# Records from a data collection
■ ■ ■ ■

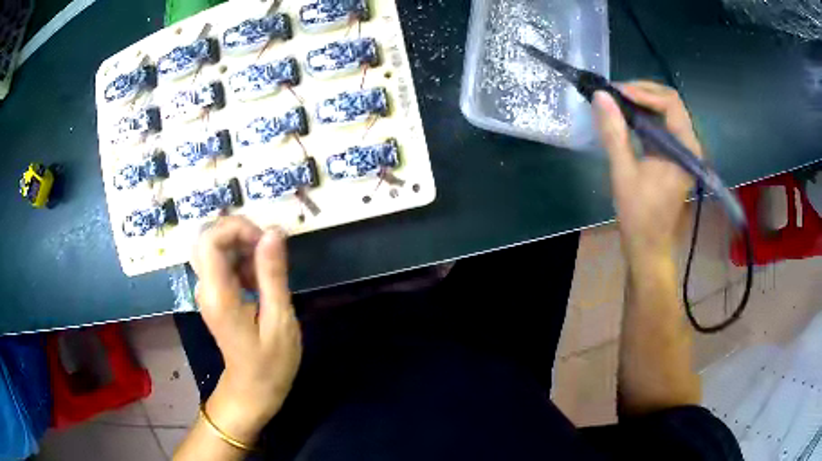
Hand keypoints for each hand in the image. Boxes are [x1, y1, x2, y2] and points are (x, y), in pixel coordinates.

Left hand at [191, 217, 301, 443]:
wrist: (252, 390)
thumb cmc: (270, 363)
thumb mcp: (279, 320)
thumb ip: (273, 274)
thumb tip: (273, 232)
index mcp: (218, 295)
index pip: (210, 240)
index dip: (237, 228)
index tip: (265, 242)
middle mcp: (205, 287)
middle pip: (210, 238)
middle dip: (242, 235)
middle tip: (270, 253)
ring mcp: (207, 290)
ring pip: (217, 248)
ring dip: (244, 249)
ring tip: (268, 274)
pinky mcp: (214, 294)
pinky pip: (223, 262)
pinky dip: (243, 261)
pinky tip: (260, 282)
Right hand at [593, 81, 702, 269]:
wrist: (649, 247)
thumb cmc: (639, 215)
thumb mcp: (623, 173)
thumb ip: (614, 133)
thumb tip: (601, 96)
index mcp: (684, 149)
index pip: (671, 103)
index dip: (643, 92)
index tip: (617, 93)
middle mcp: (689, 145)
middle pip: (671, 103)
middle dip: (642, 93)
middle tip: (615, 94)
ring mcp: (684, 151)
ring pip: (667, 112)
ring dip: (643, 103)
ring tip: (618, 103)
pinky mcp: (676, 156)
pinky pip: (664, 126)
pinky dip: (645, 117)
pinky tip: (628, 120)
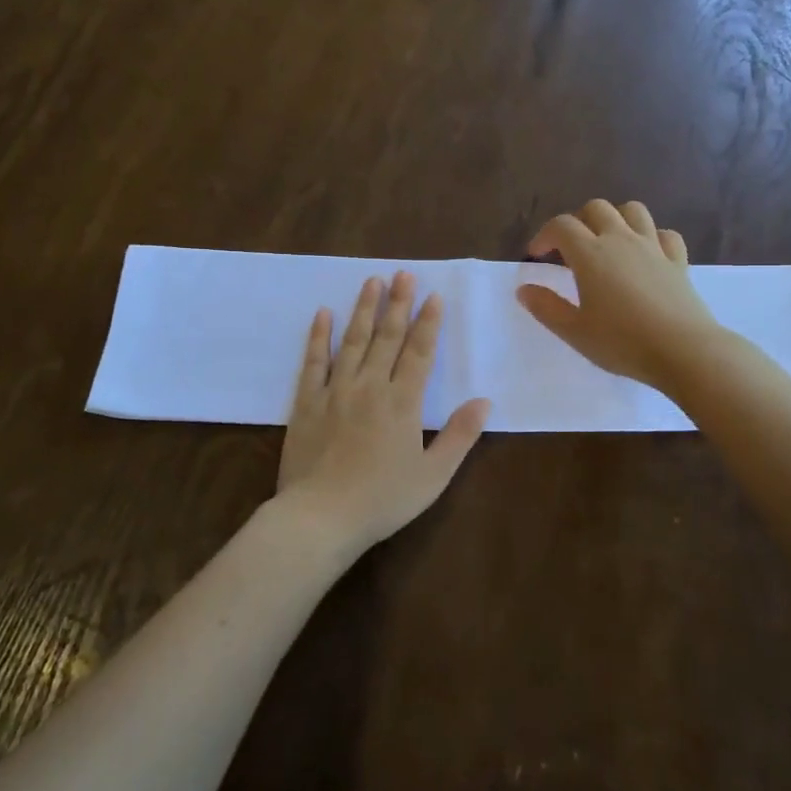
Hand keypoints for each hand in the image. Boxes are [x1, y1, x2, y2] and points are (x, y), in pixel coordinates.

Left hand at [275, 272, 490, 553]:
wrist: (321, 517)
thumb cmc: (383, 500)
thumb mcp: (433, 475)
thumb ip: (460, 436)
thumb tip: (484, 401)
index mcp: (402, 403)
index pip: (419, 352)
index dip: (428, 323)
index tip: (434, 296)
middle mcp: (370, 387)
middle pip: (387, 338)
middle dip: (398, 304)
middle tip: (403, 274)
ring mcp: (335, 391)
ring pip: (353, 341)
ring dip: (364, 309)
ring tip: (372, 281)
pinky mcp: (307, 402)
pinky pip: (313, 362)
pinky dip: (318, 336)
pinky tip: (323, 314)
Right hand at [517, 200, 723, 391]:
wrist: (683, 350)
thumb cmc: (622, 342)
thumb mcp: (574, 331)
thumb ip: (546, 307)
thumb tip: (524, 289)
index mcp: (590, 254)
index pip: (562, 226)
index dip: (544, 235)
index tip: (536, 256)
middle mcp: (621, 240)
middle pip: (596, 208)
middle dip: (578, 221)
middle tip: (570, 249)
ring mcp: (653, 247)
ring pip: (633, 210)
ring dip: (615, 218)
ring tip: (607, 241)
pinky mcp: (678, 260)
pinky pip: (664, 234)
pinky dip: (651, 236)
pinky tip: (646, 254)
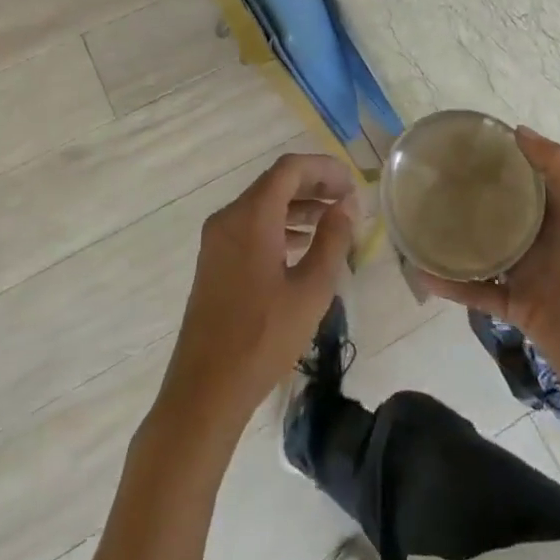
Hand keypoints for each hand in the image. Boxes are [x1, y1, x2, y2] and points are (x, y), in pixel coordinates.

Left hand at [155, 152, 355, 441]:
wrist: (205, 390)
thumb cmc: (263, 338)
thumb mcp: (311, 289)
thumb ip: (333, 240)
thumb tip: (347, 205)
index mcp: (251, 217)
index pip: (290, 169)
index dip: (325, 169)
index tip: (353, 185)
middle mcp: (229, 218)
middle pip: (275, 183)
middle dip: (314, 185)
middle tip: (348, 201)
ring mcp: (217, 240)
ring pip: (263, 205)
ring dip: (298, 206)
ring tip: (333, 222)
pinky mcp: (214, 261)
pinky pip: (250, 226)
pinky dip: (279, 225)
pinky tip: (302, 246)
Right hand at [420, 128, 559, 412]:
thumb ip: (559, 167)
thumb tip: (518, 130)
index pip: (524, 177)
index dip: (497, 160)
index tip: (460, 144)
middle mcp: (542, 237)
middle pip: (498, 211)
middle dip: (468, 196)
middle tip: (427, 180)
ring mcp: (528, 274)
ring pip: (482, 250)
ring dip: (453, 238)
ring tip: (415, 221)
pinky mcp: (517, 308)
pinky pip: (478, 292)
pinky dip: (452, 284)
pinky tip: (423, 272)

■ ■ ■ ■

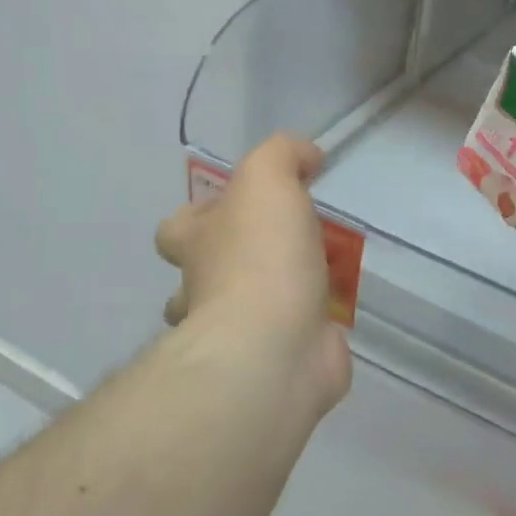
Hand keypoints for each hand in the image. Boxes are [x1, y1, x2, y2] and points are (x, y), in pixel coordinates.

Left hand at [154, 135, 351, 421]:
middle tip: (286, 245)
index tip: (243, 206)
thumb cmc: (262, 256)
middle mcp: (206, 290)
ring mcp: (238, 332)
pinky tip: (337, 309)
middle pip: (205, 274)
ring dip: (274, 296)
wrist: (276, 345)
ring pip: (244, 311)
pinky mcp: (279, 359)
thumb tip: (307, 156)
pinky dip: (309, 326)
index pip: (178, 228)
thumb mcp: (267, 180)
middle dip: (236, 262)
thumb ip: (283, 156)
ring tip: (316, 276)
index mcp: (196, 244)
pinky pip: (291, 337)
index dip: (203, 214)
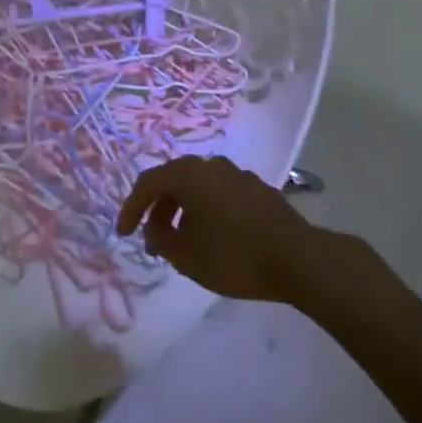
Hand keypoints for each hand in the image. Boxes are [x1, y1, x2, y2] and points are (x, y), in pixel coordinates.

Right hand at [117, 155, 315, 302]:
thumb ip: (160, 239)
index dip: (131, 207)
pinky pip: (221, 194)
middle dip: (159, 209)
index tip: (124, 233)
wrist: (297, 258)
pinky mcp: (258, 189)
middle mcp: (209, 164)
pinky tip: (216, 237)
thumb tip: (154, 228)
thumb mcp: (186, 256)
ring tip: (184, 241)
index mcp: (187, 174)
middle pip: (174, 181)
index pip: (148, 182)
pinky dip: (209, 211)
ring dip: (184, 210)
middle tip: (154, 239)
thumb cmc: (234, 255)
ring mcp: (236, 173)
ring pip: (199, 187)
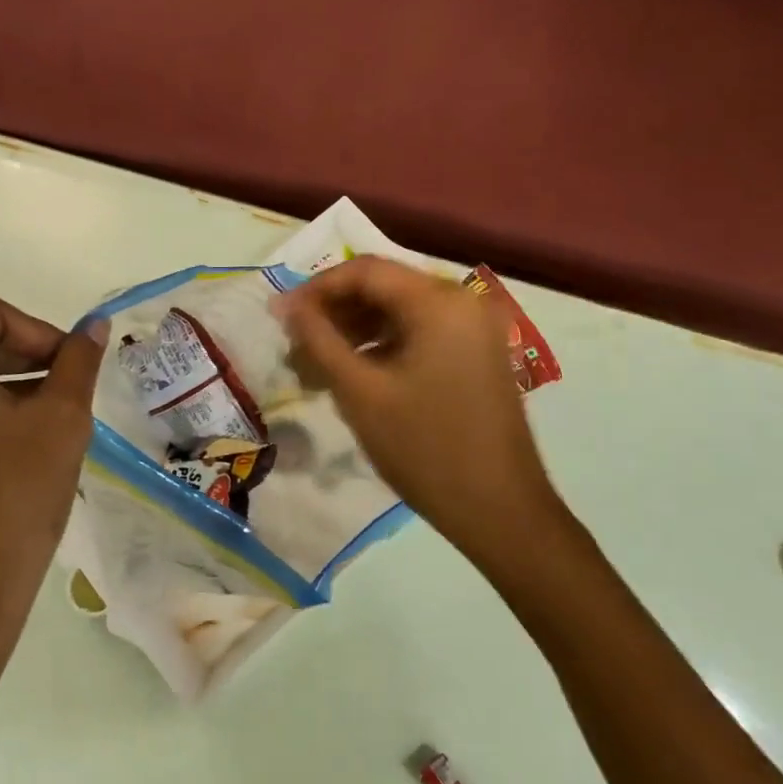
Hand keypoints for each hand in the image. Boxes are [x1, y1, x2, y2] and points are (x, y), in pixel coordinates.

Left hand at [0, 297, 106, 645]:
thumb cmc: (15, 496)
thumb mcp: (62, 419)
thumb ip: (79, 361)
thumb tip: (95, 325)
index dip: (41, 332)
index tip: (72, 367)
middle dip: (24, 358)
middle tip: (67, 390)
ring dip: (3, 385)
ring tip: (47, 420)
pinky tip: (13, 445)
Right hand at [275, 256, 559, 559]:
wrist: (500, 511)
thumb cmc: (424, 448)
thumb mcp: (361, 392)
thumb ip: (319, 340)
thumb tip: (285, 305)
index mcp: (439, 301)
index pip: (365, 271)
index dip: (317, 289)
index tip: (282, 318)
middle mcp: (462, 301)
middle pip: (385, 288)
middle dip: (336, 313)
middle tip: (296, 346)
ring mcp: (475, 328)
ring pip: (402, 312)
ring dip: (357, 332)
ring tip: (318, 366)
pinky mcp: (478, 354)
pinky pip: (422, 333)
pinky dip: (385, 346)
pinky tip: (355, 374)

■ ■ ■ ■

Return every line holding the word "Right" from the records.

# Exercise output
Right hand at [593, 81, 702, 269]:
Right hand at [517, 200, 723, 391]:
Right hand at [420, 128, 559, 412]:
Right hand at [117, 155, 315, 302]:
Right hand at [275, 256, 559, 559]:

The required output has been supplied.